TASK GOAL:
Search the listing below for the line containing "p.setAntiAlias(true);". From there through the line containing "auto P=[&](const char*", transcribe every line exactly, both ends included.

****

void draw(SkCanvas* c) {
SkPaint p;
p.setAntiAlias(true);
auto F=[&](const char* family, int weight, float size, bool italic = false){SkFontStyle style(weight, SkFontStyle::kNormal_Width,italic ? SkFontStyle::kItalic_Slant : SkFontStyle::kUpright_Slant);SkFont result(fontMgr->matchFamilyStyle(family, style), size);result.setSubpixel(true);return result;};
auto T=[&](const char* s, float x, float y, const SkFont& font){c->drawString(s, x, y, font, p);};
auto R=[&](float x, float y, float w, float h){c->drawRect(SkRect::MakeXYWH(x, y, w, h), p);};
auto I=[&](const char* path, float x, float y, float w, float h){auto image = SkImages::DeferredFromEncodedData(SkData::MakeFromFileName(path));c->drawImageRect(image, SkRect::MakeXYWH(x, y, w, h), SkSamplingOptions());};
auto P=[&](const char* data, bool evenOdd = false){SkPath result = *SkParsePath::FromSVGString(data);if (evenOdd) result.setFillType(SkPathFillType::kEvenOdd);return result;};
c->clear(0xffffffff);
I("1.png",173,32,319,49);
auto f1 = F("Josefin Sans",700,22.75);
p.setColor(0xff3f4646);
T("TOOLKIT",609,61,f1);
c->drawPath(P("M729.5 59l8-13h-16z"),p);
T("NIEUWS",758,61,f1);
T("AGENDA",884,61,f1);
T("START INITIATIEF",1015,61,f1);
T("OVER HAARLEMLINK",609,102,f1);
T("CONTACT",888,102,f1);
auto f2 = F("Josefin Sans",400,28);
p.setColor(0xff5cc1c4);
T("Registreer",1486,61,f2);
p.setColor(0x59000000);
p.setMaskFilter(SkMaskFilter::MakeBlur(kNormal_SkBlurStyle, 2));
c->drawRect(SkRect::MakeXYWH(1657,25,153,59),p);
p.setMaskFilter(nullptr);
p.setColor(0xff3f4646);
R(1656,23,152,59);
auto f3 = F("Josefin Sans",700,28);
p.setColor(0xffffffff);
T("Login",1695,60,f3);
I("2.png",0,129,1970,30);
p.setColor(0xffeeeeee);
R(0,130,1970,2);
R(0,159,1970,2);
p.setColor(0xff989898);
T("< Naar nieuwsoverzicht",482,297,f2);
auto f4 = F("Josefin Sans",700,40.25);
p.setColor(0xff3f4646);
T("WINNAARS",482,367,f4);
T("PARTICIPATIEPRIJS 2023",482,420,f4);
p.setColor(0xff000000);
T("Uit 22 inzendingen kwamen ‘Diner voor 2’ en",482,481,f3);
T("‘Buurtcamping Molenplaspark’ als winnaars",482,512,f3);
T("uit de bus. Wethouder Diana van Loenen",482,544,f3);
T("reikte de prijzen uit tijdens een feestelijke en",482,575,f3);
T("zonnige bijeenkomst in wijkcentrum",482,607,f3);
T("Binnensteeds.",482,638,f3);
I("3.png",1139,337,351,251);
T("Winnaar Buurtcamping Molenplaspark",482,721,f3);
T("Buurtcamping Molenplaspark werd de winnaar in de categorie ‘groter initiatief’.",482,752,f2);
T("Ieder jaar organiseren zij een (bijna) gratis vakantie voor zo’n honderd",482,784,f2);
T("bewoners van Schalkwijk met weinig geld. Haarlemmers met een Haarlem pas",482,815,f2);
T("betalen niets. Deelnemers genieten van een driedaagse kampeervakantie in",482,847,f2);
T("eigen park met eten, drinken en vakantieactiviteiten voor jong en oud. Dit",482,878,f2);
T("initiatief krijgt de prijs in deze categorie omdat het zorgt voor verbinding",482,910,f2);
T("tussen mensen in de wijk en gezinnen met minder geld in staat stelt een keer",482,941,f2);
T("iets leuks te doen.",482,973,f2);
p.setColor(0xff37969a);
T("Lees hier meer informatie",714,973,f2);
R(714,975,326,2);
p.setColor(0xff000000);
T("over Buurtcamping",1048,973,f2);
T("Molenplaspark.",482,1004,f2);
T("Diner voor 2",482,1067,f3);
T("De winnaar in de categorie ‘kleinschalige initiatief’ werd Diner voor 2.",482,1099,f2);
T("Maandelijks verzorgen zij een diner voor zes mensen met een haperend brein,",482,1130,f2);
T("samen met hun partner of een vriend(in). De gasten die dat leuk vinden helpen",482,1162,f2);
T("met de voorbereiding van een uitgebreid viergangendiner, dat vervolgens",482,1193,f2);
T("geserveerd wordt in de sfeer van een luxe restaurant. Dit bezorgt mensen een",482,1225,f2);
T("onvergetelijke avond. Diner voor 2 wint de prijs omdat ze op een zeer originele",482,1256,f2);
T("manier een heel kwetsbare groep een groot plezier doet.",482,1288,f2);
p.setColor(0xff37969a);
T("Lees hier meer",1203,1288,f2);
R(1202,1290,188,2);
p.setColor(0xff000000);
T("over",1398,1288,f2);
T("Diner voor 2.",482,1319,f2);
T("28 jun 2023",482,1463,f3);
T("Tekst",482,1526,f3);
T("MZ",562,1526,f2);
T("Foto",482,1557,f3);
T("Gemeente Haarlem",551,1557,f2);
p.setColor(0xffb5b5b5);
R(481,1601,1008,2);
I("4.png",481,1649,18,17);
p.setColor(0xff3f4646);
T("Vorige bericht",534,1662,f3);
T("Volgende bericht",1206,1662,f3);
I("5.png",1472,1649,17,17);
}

****

TASK ANSWER:
p.setAntiAlias(true);
auto F=[&](const char* family, int weight, float size, bool italic = false){SkFontStyle style(weight, SkFontStyle::kNormal_Width,italic ? SkFontStyle::kItalic_Slant : SkFontStyle::kUpright_Slant);SkFont result(fontMgr->matchFamilyStyle(family, style), size);result.setSubpixel(true);return result;};
auto T=[&](const char* s, float x, float y, const SkFont& font){c->drawString(s, x, y, font, p);};
auto R=[&](float x, float y, float w, float h){c->drawRect(SkRect::MakeXYWH(x, y, w, h), p);};
auto I=[&](const char* path, float x, float y, float w, float h){auto image = SkImages::DeferredFromEncodedData(SkData::MakeFromFileName(path));c->drawImageRect(image, SkRect::MakeXYWH(x, y, w, h), SkSamplingOptions());};
auto P=[&](const char* data, bool evenOdd = false){SkPath result = *SkParsePath::FromSVGString(data);if (evenOdd) result.setFillType(SkPathFillType::kEvenOdd);return result;};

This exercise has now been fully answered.